Monday, May 02, 2016

Things I didn't learn in medical school: Vertigo

About two years ago I had a sudden onset of vertigo. Between my wife (a family doc), my family doc, and me (also a family doc, albeit lapsed) we couldn’t tell whether it was “viral” labyrinthitis or “benign” positional vertigo. The more I read and experienced the less I felt there was a clear difference; there’s an ENT folk belief that the “benign” condition follows the “viral”.

Yes, the “quotes” are there for the usual reason. The more I get to experience diseases from the inside (yay oldness) the more my textbooks seem delusional. The semicircular canals (labyrinths) have a circumference around a cm. I couldn’t find any diameter on the average cross-section diameter of the actual canal, but illustrations suggest it’s on the order of microns. Even the very best research scanners cannot resolve these canals, much less the microscopic hair cells within them. The otoliths within our utricle and saccule are about 3 to 30 microns and can only be seen with a high resolution microscope. 

We really have very little idea what’s going on in the canals of someone with vertigo. We’re making this stuff up. (Hain’s article is more honest than most.)

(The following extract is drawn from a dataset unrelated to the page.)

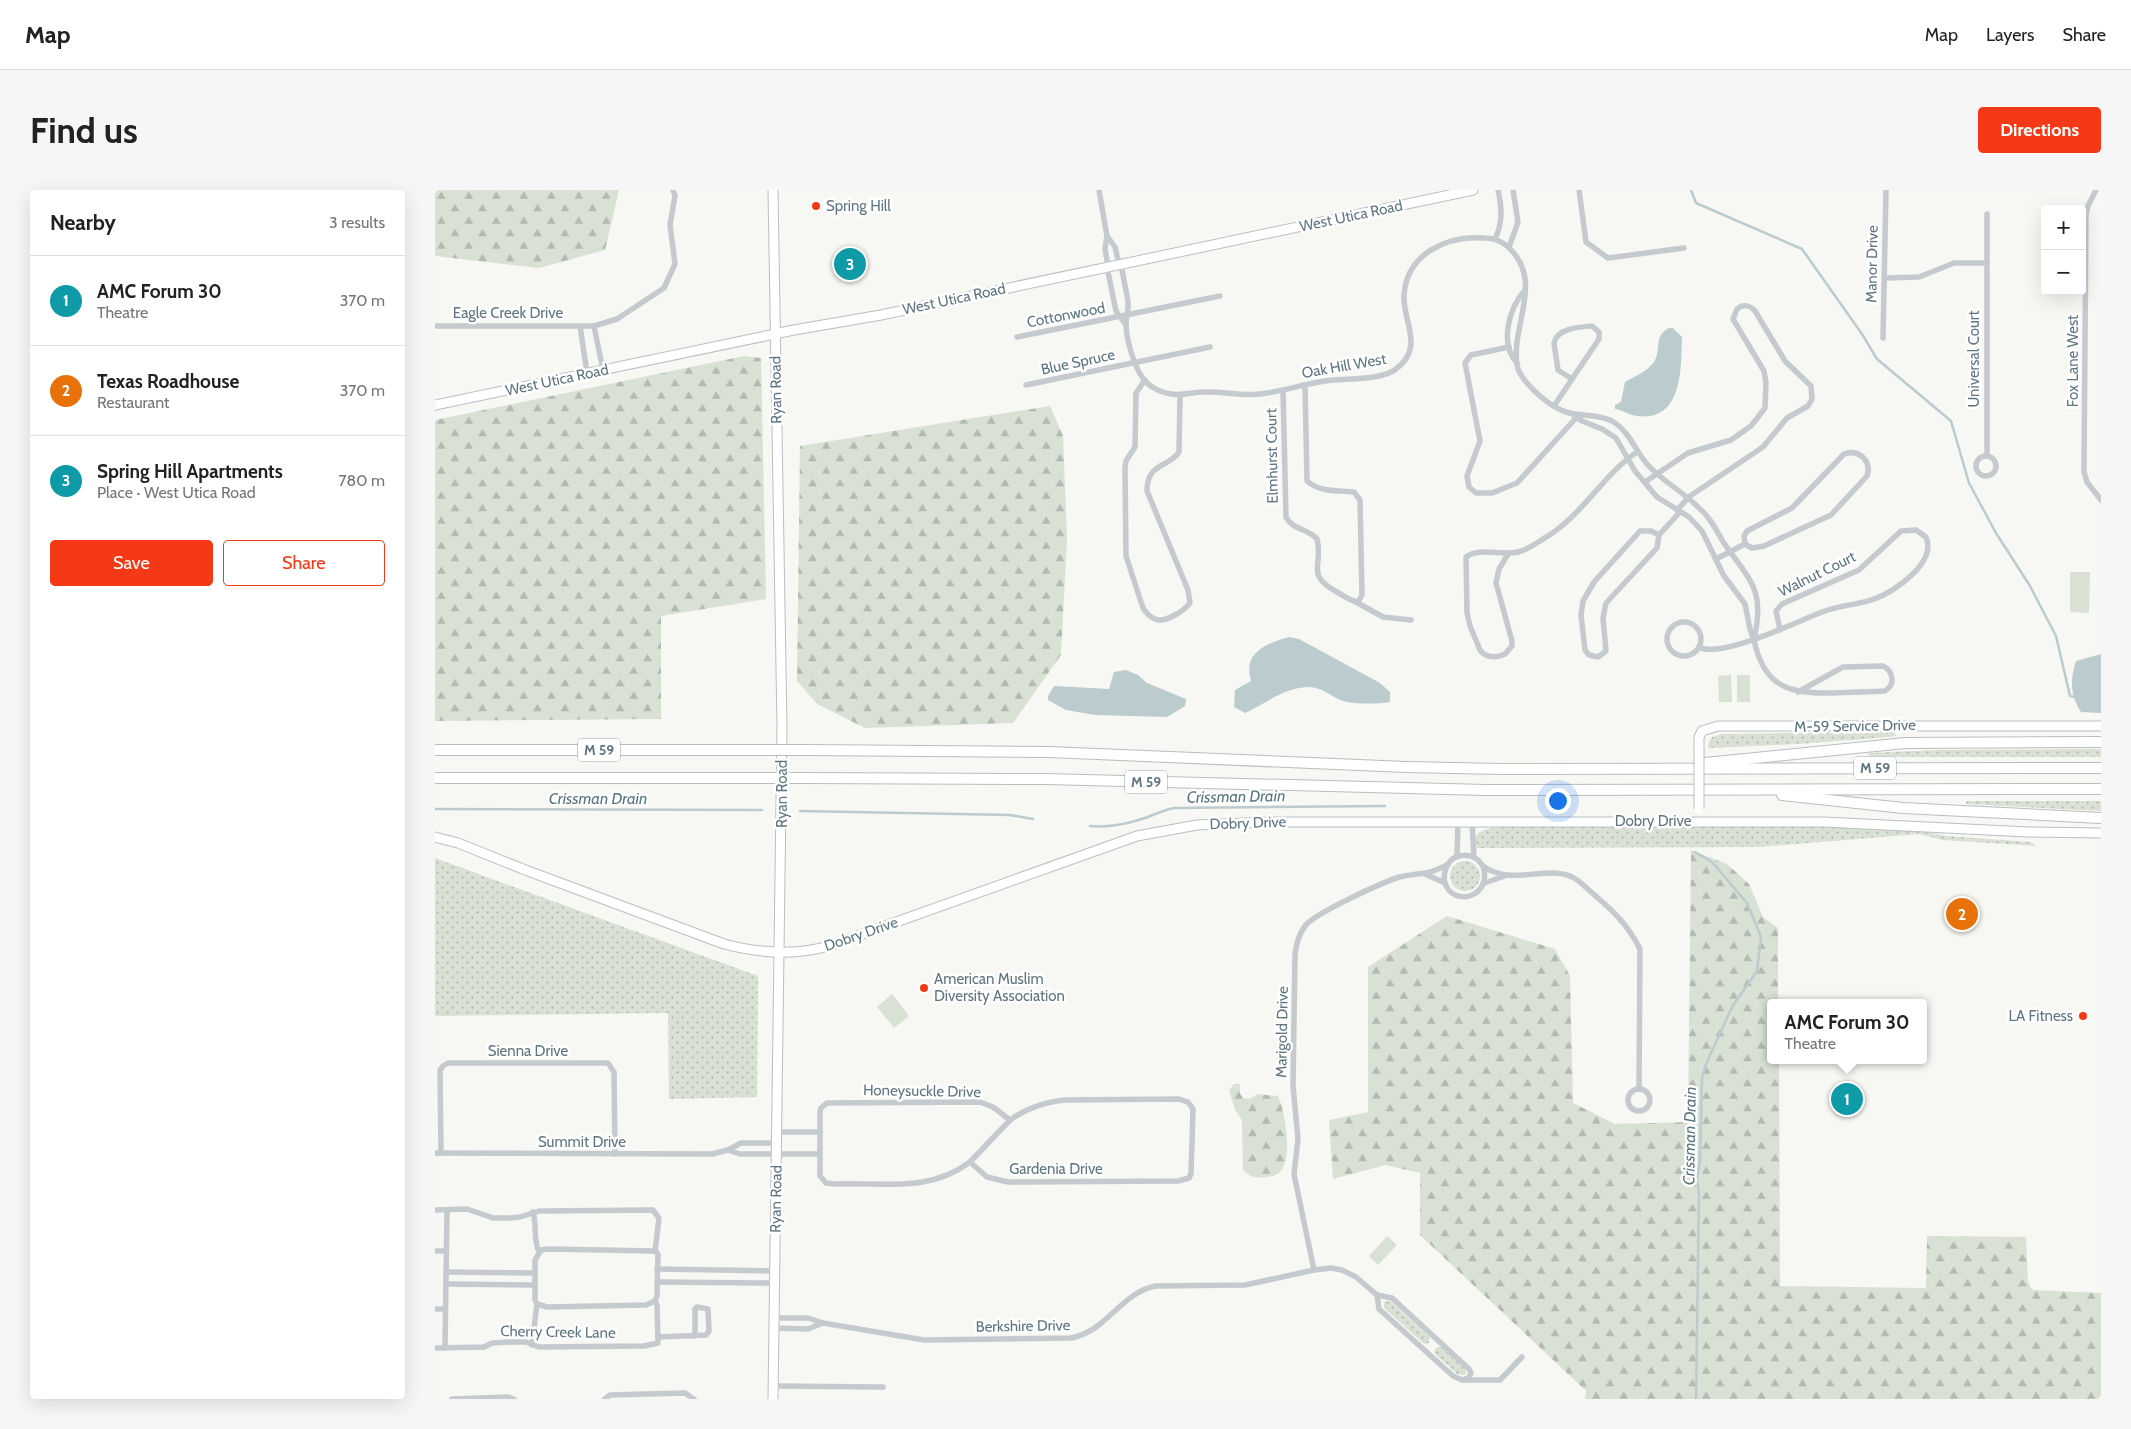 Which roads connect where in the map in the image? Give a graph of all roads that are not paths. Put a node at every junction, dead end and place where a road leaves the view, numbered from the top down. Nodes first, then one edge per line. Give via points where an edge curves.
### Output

My acute vertigo lasted a day or so. I had to delay a trip and I put off driving for several days. It was just as unpleasant as one might imagine, but short-lived. Many people live with far worse vertigo for much longer. 

Except it wasn’t as short-lived as I expected. After the first few days I couldn’t induce the characteristic nystagmus eye movements but I still felt “off”. I could induce a feeling of imbalance by shaking my head. My walking required much more attention than I was used to, though I had no problems with running. I couldn’t close my eyes and balance on a single leg (bit of a severe test for many at my age).

Most days I no longer notice these symptoms. I think that took about a year of extremely slow improvement with occasional worsening; Epley exercises (there are many variants) might have helped. I don’t know if the (presumed) insult to the hair cells resolved or my brain compensated for them or both; I suspect it was at least as much compensation as it was healing. I don’t think my closed eye single leg balancing is as good as it once was. I’ve taken a step to the fall-prone imbalance of infirmity (yay, age).

Living inside my relatively minor (so far) experience with vertigo taught me two things I didn’t learn from my textbooks. One is that our classifications of transient vertigo (positional, inflammatory, viral, etc) are probably bogus (not the only example). Another is that the symptoms may take months (years?) to resolve - or adapt to. Even knowing this I couldn’t easily find references on duration of post-vertigo symptoms, I found very few references, and they seemed to only deal with acute symptoms.

Our system of producing and disseminating medical knowledge is quite broken.